Rich replay + reanalyse as a first-class policy-iteration mechanism; classical completion for early grounding.

As a rough rule of thumb: SGTS is the better fit when the branching factor is high and full enumeration is hopeless, so sampled root racing with conservative completed-Q targets shines; SGSPI is the better fit when repeated bases are common enough that transposition reuse pays for itself and the shortest-path structure can be exploited directly.

10.3 Caveats and failure modes

The heuristic is not admissible. Frontier-bound stopping is a budget heuristic, not a proof of the optimal pivot path; SGSPI finds good first pivots, not certified-optimal ones.
Evidence attribution through transpositions is delicate. A terminal reached via a transposition must credit every root action that can reach it; a single state_key → evidence map without root-arrival metadata silently loses credit. This is the easiest correctness property to break.
Reanalyse depends on strict identity. Replay reconstruction must verify the state key and observation; relaxing that risks refreshing a target under a state that is not the one the sample describes.
Early targets can be weak.
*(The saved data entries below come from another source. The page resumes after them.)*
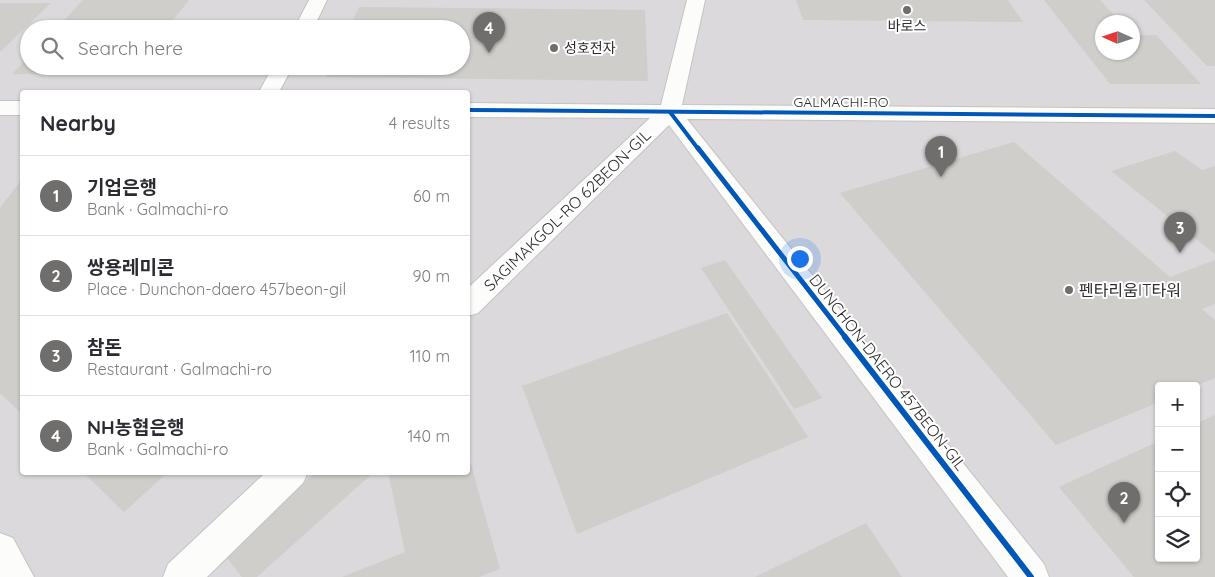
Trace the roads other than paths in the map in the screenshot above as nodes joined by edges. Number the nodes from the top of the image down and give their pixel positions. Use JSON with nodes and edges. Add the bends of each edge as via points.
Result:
{"nodes":[{"id":1,"x":318,"y":0,"type":"edge"},
{"id":2,"x":696,"y":0,"type":"edge"},
{"id":3,"x":308,"y":20,"type":"edge"},
{"id":4,"x":278,"y":75,"type":"edge"},
{"id":5,"x":270,"y":90,"type":"edge"},
{"id":6,"x":0,"y":108,"type":"edge"},
{"id":7,"x":20,"y":108,"type":"edge"},
{"id":8,"x":470,"y":110,"type":"edge"},
{"id":9,"x":670,"y":112,"type":"junction"},
{"id":10,"x":1215,"y":116,"type":"edge"},
{"id":11,"x":470,"y":303,"type":"edge"},
{"id":12,"x":288,"y":475,"type":"edge"},
{"id":13,"x":0,"y":551,"type":"edge"},
{"id":14,"x":16,"y":577,"type":"edge"},
{"id":15,"x":181,"y":577,"type":"edge"},
{"id":16,"x":1031,"y":577,"type":"edge"}],
"edges":[{"from":1,"to":3,"type":"street"},
{"from":2,"to":9,"type":"street"},
{"from":4,"to":5,"type":"street"},
{"from":6,"to":7,"type":"street"},
{"from":8,"to":9,"type":"street","name":"GALMACHI-RO"},
{"from":9,"to":10,"type":"street","name":"GALMACHI-RO"},
{"from":9,"to":11,"type":"street","name":"SAGIMAKGOL-RO 62BEON-GIL"},
{"from":9,"to":16,"type":"street","name":"DUNCHON-DAERO 457BEON-GIL"},
{"from":12,"to":15,"type":"street"},
{"from":13,"to":14,"type":"street"}]}
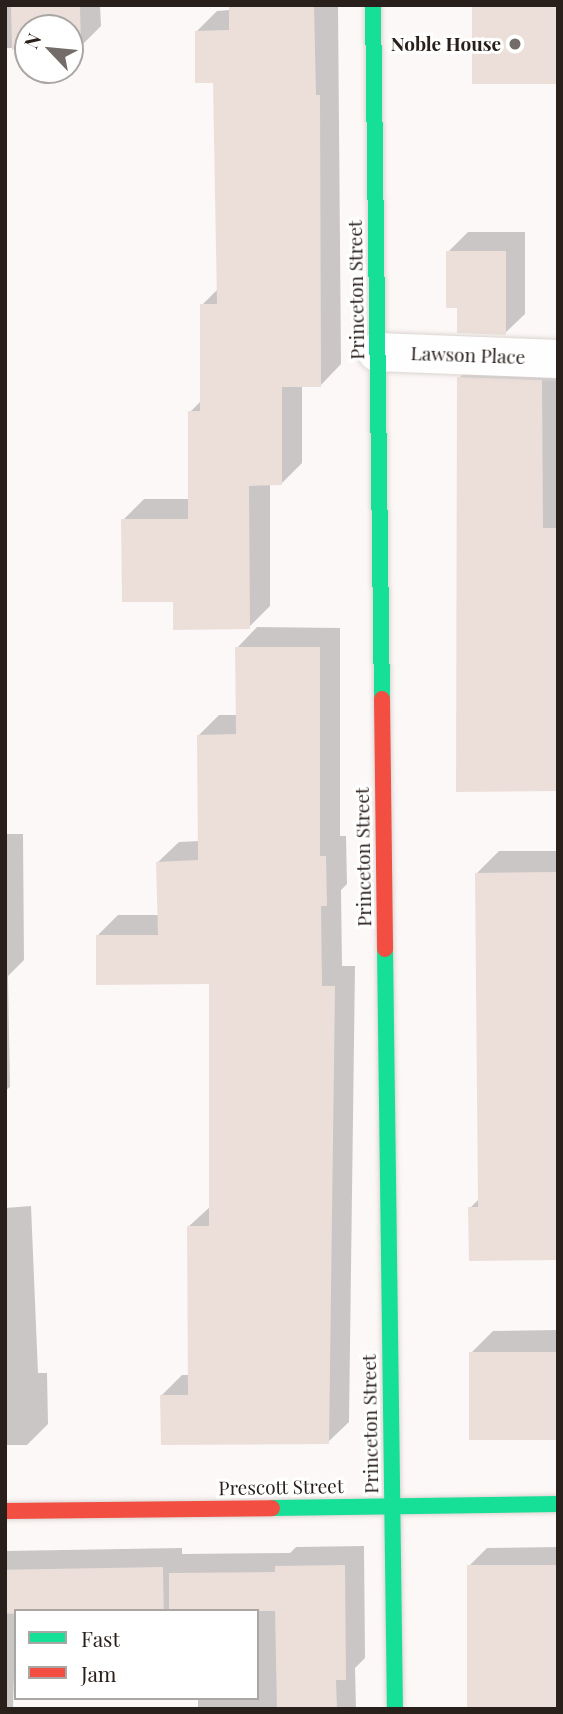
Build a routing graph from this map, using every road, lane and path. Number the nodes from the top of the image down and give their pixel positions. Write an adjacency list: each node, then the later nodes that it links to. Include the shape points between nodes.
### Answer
1 (373, 5): 2 (street, Princeton Street)
2 (377, 352): 3 (street, Lawson Place); 5 (street, Princeton Street)
3 (558, 359)
4 (558, 1504): 5 (street, Prescott Street)
5 (393, 1507): 6 (street, Prescott Street); 7 (street, Princeton Street)
6 (5, 1511)
7 (395, 1709)

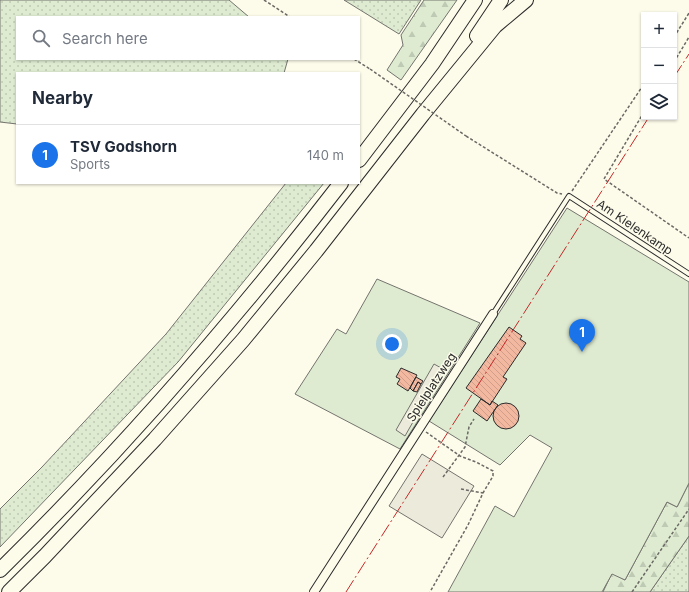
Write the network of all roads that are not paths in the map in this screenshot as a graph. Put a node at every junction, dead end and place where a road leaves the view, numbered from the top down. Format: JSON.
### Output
{"nodes":[{"id":1,"x":475,"y":0,"type":"edge"},
{"id":2,"x":501,"y":0,"type":"edge"},
{"id":3,"x":526,"y":0,"type":"edge"},
{"id":4,"x":423,"y":114,"type":"junction"},
{"id":5,"x":360,"y":159,"type":"edge"},
{"id":6,"x":340,"y":184,"type":"edge"},
{"id":7,"x":569,"y":196,"type":"joint"},
{"id":8,"x":689,"y":274,"type":"edge"},
{"id":9,"x":492,"y":314,"type":"joint"},
{"id":10,"x":0,"y":570,"type":"edge"},
{"id":11,"x":9,"y":592,"type":"edge"},
{"id":12,"x":314,"y":592,"type":"edge"}],
"edges":[{"from":1,"to":5,"type":"highway"},
{"from":2,"to":4,"type":"highway"},
{"from":3,"to":4,"type":"highway"},
{"from":4,"to":11,"type":"highway"},
{"from":6,"to":10,"type":"highway"},
{"from":7,"to":8,"type":"lane","name":"Am Kielenkamp"},
{"from":7,"to":9,"type":"lane","name":"Spielplatzweg"},
{"from":9,"to":12,"type":"street","name":"Spielplatzweg"}]}
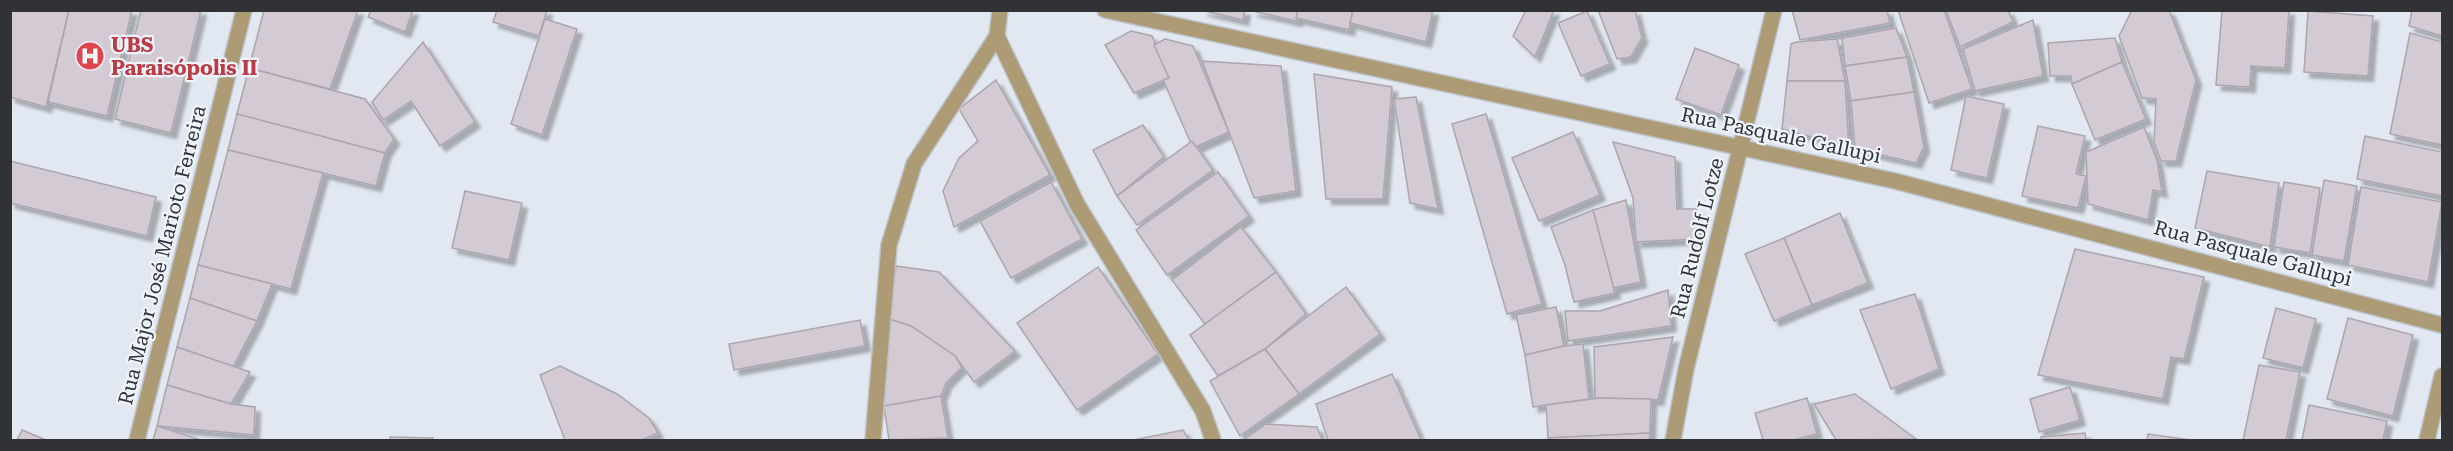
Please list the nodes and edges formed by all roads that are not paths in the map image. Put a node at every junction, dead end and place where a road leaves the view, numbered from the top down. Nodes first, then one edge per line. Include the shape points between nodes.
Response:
1 (244, 10) edge
2 (1000, 10) edge
3 (1105, 10) edge
4 (1774, 10) edge
5 (997, 36) junction
6 (1740, 147) junction
7 (2442, 325) edge
8 (2442, 376) edge
9 (137, 441) edge
10 (873, 441) edge
11 (1213, 441) edge
12 (1674, 441) edge
13 (2427, 441) edge

1 - 9 street, Rua Major José Marioto Ferreira
2 - 5 street
3 - 6 street, Rua Pasquale Gallupi
4 - 6 street, Rua Rudolf Lotze
5 - 10 street via 914,164 889,245
5 - 11 street via 1077,204 1203,411
6 - 7 street, Rua Pasquale Gallupi via 1895,181
6 - 12 street, Rua Rudolf Lotze via 1686,369
8 - 13 street

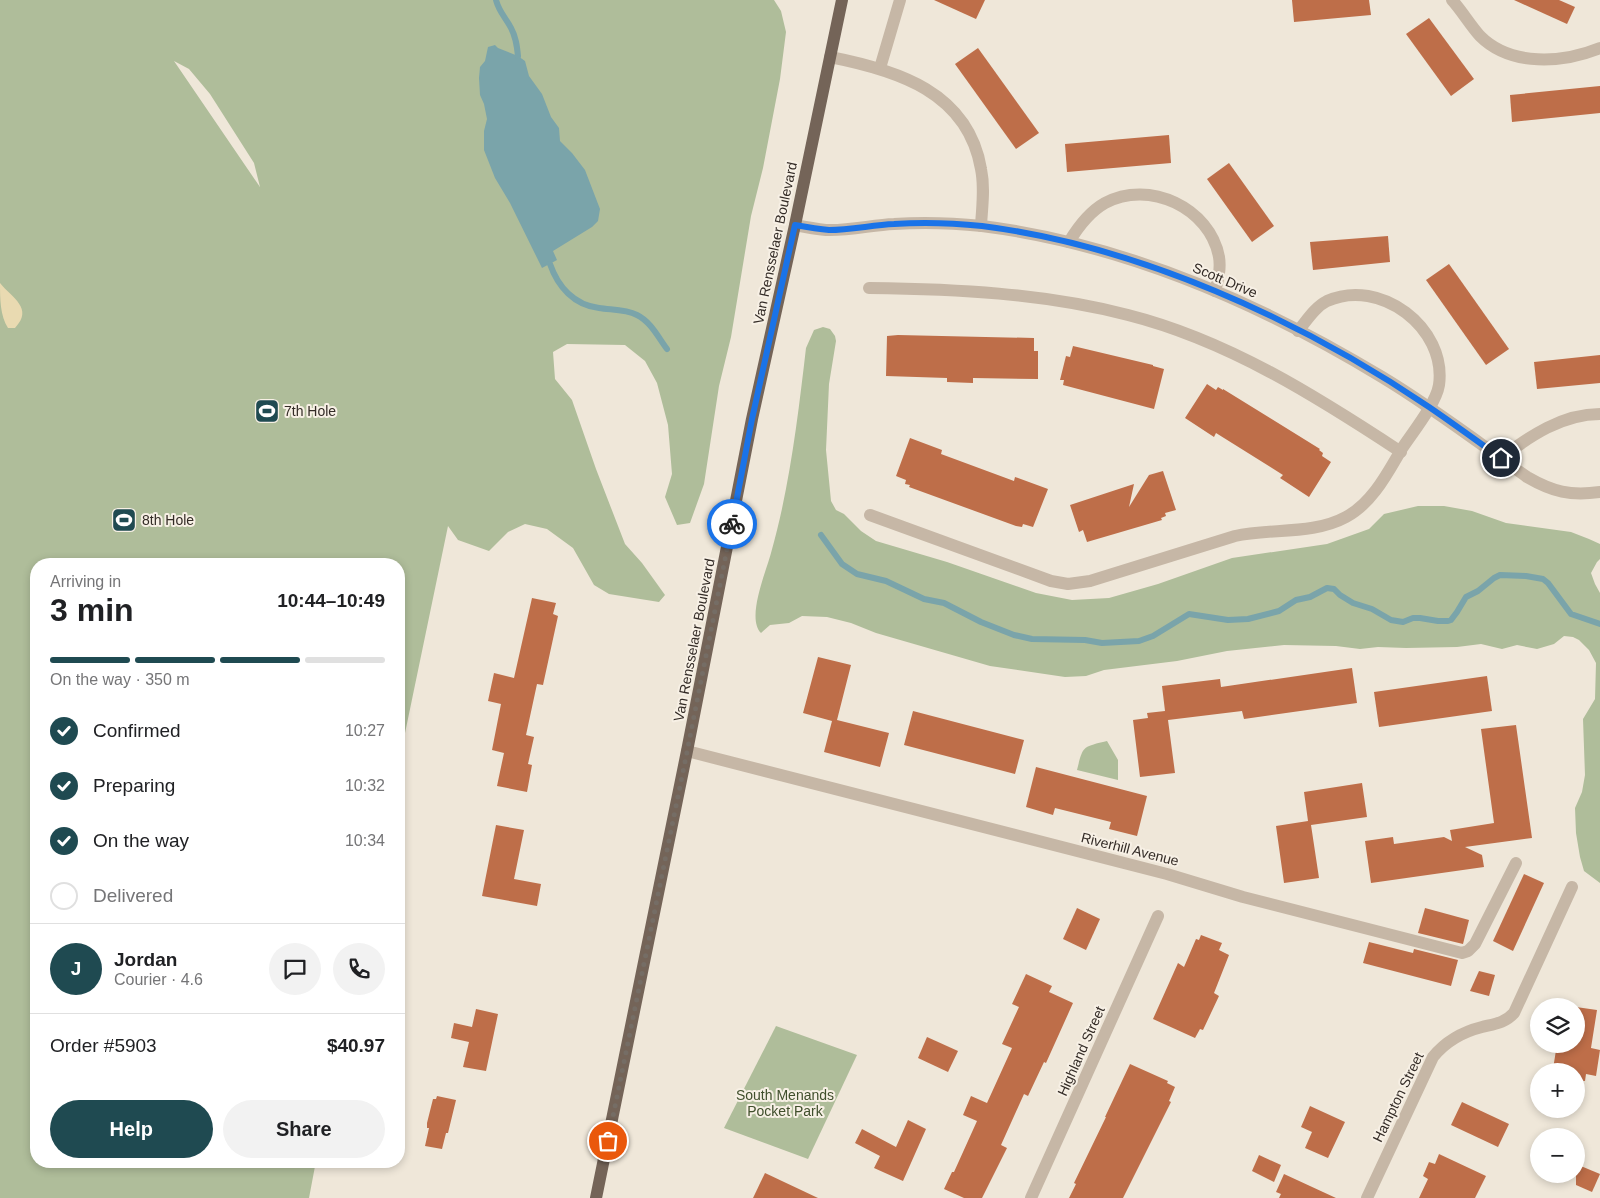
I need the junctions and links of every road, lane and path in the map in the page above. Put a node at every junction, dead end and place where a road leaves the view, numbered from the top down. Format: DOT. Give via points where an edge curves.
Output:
graph roads {
  1 [pos="842,0"];
  2 [pos="900,0"];
  3 [pos="1452,0"];
  4 [pos="1600,48"];
  5 [pos="830,57"];
  6 [pos="880,68"];
  7 [pos="795,225"];
  8 [pos="981,226"];
  9 [pos="1069,242"];
  10 [pos="869,288"];
  11 [pos="1215,291"];
  12 [pos="1298,331"];
  13 [pos="1429,407"];
  14 [pos="1600,414"];
  15 [pos="1400,452"];
  16 [pos="1501,458"];
  17 [pos="1600,492"];
  18 [pos="870,515"];
  19 [pos="687,752"];
  20 [pos="1516,863"];
  21 [pos="1572,887"];
  22 [pos="1158,916"];
  23 [pos="596,1198"];
  24 [pos="1030,1198"];
  25 [pos="1367,1198"];
  1 -- 5 [label="main road, Van Rensselaer Boulevard"];
  2 -- 6 [label="street"];
  3 -- 4 [label="street" via="1480,36 1511,54 1555,60"];
  5 -- 6 [label="street"];
  5 -- 7 [label="main road, Van Rensselaer Boulevard"];
  6 -- 8 [label="street" via="933,92 964,123 982,169"];
  7 -- 8 [label="street, Scott Drive" via="826,230 917,222"];
  7 -- 19 [label="main road, Van Rensselaer Boulevard" via="752,419"];
  8 -- 9 [label="street, Scott Drive"];
  9 -- 11 [label="street, Scott Drive" via="1146,264"];
  9 -- 11 [label="street" via="1090,214 1105,204 1130,195 1166,198 1195,217 1213,240 1220,263"];
  10 -- 15 [label="street" via="933,289 1047,299 1152,322 1201,339 1260,367 1336,410"];
  11 -- 12 [label="street, Scott Drive"];
  12 -- 13 [label="street, Scott Drive" via="1367,368"];
  12 -- 13 [label="street" via="1316,309 1337,297 1365,296 1390,302 1427,333 1435,350 1439,383"];
  13 -- 15 [label="street"];
  13 -- 16 [label="street, Scott Drive"];
  14 -- 16 [label="street" via="1553,425"];
  15 -- 18 [label="street" via="1372,493 1354,511 1338,520 1311,528 1235,536 1078,583 1050,581"];
  16 -- 17 [label="street, Scott Drive" via="1550,489 1575,494"];
  19 -- 20 [label="street, Riverhill Avenue" via="1158,871 1243,897 1462,953 1475,944"];
  19 -- 23 [label="main road, Van Rensselaer Boulevard"];
  21 -- 25 [label="street, Hampton Street" via="1514,1013 1498,1024 1457,1036 1433,1057"];
  22 -- 24 [label="street, Highland Street"];
}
Before the value head is trained, most leaf evidence is bootstrap-only and is gated out of the policy/value targets; classical completion and exact A* labels are the main sources of grounding until the heuristic catches up.
More moving parts than model-free RL. The oracle, transposition table, proposal mixture, completion operator, rich replay, and reanalyse scheduler are all load-bearing. The payoff is sample-efficiency and a principled improvement operator; the cost is a larger surface to get right.

Source of record: src/simplexrl/searchpi/ — planner planners/sgspi.py, oracle oracle.py, proposals proposals.py, targets targets.py, replay replay.py, reanalyse reanalyse.py, loss loss.py, trainer trainer.py, eval eval.py; design notes under docs/design/unified_search_policy_iteration/; reference configs under configs/2026-05-29/sgspi-*.toml and configs/debug/sgspi.toml. This note describes SGSPI as of the current searchpi branch; if the code and this document disagree, the code wins.